Greek PPC seals takeover deal for Enel's Romanian assets for EUR 1.26 bln
Greek public power corporation PPC sealed a binding agreement to take over the assets held by Italy's utility group Enel in Romania for the price of approximately EUR 1.26 bln, equivalent to an enterprise value of about EUR 1.9 bln.
The total consideration would be subject to periodic adjustments as well as to an earn-out mechanism for a potential additional payment based on the future value of the retail business.
Completion of the acquisition is expected to occur by the third quarter of 2023 and will be subject to certain conditions (conditions precedent) customary in such transactions, including, but not limited to, the approval of the relevant competition authorities.

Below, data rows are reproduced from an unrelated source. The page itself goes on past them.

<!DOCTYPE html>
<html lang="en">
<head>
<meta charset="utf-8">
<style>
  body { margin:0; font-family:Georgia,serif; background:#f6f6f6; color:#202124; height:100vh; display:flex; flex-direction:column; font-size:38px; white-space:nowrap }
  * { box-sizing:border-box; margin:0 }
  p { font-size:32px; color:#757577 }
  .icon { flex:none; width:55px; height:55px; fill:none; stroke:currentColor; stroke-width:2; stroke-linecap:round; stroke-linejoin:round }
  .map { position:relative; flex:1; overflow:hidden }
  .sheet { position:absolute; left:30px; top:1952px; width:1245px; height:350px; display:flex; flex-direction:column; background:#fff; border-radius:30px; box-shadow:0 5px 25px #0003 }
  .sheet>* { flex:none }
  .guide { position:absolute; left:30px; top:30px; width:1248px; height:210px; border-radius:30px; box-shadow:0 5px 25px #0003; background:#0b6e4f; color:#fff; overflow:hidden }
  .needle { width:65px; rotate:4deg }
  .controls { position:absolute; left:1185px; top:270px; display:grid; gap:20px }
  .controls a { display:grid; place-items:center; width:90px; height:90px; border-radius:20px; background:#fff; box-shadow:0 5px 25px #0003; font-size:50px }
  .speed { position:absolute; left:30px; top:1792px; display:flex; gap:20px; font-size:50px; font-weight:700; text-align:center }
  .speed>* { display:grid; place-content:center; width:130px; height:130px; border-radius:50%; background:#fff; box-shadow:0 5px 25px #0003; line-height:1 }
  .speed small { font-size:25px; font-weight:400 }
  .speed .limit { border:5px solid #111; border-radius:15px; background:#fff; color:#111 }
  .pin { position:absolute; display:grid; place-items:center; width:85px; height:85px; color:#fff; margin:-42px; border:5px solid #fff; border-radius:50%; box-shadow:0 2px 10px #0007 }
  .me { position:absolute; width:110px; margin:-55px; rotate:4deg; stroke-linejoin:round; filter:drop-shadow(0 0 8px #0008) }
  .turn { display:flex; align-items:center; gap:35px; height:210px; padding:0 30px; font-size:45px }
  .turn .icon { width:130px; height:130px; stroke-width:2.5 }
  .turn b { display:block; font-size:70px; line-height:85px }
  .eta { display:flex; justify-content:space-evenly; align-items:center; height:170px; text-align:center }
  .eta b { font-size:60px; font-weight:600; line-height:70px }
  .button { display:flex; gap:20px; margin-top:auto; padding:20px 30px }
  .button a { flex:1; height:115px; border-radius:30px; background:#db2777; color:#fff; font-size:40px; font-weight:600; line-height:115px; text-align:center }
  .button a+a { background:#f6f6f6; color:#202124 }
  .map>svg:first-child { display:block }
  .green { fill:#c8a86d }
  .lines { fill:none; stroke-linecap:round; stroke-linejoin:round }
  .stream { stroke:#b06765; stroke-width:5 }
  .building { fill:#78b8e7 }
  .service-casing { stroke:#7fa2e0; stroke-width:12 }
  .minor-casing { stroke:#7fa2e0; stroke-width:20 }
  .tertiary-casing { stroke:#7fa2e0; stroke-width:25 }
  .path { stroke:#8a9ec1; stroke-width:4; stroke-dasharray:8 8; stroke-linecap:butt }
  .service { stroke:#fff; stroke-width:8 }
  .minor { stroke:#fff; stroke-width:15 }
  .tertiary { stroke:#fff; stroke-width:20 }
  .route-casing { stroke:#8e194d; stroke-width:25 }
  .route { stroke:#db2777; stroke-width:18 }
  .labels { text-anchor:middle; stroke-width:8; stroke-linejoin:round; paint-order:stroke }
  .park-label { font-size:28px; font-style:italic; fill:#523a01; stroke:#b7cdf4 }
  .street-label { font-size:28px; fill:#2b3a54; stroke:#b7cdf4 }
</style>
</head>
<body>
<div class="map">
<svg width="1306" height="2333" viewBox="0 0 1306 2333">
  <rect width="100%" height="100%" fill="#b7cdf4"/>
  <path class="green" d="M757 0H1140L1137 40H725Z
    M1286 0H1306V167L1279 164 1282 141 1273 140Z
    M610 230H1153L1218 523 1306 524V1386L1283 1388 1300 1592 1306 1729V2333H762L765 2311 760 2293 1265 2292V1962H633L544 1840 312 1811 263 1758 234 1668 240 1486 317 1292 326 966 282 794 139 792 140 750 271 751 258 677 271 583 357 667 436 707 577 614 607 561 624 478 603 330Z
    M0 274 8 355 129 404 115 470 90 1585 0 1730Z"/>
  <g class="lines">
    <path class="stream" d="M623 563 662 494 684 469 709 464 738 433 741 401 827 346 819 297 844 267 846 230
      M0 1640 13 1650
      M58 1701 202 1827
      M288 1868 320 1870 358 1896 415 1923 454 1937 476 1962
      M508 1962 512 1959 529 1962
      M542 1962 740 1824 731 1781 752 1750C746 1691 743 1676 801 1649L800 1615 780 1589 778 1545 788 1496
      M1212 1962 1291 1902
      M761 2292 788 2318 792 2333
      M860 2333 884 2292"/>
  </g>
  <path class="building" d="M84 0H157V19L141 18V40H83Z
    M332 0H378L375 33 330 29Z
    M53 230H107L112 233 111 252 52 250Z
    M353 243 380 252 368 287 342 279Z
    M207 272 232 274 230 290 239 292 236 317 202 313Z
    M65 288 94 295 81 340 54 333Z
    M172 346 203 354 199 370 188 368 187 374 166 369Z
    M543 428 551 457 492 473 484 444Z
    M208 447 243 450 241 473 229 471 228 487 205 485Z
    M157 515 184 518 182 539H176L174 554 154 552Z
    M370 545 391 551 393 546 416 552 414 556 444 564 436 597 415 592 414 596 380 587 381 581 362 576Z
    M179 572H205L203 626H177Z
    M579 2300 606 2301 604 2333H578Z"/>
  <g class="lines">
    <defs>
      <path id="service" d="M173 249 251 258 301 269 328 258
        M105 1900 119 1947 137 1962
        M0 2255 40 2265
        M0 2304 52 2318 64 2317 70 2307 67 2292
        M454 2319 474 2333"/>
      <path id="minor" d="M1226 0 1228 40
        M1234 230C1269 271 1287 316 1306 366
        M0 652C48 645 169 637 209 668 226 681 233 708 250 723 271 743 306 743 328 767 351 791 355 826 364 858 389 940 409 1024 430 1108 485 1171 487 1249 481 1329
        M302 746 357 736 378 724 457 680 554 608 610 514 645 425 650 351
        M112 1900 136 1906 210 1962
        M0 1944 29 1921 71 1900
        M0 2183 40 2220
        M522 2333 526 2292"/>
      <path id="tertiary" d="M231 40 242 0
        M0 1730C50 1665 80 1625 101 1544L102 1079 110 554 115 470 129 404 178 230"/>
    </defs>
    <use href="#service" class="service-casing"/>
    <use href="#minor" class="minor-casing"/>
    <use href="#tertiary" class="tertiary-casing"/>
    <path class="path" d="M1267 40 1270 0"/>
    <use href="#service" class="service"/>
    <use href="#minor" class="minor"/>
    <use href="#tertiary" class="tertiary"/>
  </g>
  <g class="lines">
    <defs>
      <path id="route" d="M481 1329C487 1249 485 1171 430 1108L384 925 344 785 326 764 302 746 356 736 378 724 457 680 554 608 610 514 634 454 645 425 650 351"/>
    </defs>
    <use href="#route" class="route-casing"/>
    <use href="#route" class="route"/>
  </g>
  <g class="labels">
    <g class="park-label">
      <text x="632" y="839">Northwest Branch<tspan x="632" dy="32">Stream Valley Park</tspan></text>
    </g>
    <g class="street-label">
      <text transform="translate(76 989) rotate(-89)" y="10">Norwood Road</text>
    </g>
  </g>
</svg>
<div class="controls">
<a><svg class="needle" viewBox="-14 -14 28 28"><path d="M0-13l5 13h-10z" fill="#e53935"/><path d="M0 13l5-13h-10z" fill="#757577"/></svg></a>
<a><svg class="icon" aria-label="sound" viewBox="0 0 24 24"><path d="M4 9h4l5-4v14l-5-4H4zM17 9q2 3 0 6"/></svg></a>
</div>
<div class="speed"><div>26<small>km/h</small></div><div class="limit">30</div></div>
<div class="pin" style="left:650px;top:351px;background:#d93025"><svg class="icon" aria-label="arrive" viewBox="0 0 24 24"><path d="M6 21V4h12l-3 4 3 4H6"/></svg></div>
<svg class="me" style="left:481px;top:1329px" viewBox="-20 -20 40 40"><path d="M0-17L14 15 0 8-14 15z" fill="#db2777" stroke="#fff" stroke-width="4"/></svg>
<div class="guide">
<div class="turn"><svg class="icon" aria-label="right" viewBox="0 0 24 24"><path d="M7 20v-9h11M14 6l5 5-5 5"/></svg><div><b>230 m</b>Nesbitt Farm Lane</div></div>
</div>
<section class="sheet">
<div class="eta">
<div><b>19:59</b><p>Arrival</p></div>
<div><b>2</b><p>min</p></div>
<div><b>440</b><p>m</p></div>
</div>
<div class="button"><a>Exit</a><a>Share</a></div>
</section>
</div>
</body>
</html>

PPC plans to finance the acquisition through a combination of debt and equity from its balance sheet, of which EUR 800 mln will come from already secured loans, available in the form of a EUR 485 mln 5-year loan from Greek banks, as well as a bridge loan (bridge facility) of EUR 315 mln from international banks, Economedia.ro reported.
"All Enel's operational activities in Romania are and will continue to run as planned, without affecting partners and end customers who will continue to benefit from all the services and products they are accustomed to," Enel Romania said in a statement.
Fitch Ratings has recently affirmed PPC's Long-Term Issuer Default Rating and senior unsecured rating at BB-/stable, saying that the likely acquisition of Enel Romania "reflects its resilient cash flow performance."
PPC's IDR incorporates a one-notch uplift reflecting overall moderate links with the Greek state (BB+/Stable), including solid evidence of tangible support and moderate systemic relevance in case of default. The rating agency sees those links as weakening in the medium term as PPC builds a record of financial self-sustainability and the state reduces its grip.